Saturday, 5 November 2011

HTML Hyperlinks

The World Wide Web as we know it is founded on hyperlinks. A hyperlink is a location in a resource that links to another location in that resource or links to another resource. When you click on the link in your browser, your browser knows where to go through the uniform resource locator, or URL. A URL (Uniform Resource Locators) is the address that identifies a resource. Usually that resource is another Web page, although it might be something else, such as an image or video.

Use the anchor tag <a> to reference other locations. Those locations can be other locations in the same document or different documents. The marking up anchors task illustrates the use of the anchor tag for linking to other locations in the same document. This task illustrates the use of the anchor tag for navigating to other documents. You use the anchor tag’s href attribute to specify to other documents. This task illustrates using href to point to external sites using absolute URLs. The next task illustrates internal links using relative URLs.

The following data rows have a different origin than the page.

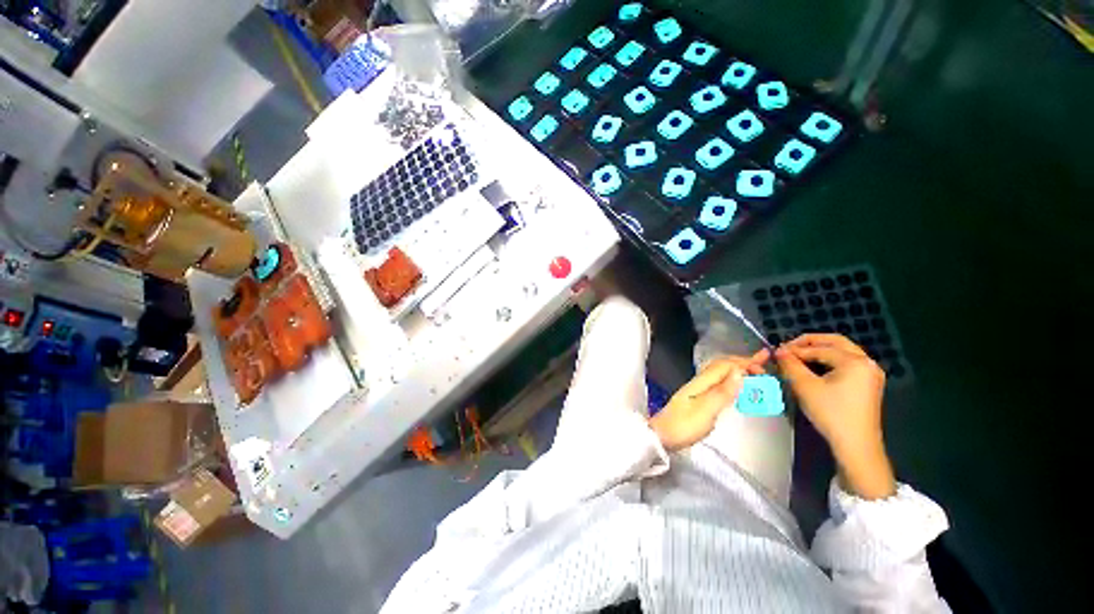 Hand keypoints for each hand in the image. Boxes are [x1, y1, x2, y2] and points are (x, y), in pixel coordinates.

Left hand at [650, 352, 766, 451]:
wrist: (662, 436)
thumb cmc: (683, 426)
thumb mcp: (706, 410)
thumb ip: (723, 392)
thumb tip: (739, 373)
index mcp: (701, 382)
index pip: (725, 365)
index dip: (744, 362)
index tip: (763, 364)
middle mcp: (699, 383)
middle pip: (722, 366)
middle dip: (743, 363)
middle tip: (763, 364)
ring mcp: (698, 390)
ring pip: (721, 375)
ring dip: (738, 371)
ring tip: (755, 372)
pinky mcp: (699, 399)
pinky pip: (719, 384)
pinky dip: (732, 382)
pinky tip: (737, 387)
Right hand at [776, 334, 895, 498]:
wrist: (855, 444)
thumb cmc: (831, 413)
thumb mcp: (805, 387)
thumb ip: (790, 364)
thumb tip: (779, 350)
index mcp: (855, 361)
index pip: (820, 348)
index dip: (795, 349)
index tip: (776, 351)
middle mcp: (866, 362)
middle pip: (835, 342)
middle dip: (810, 342)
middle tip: (789, 348)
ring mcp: (870, 373)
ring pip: (842, 351)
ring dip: (819, 350)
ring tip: (798, 357)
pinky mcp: (868, 383)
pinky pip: (846, 363)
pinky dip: (829, 360)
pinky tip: (814, 367)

Example : <a href="http://www.youtube.com"> YouTube – Broadcast Yourself</a>

Relative URLs

The link in main.html to sub.html simply references the file, as they are in the same folder. The link from main.html to sub two.html includes a . to indicate the current directory, a forward slash, the subdirectory’s name and the file. The link from sub two.html back to main.html includes a .. which navigates back to the next level up.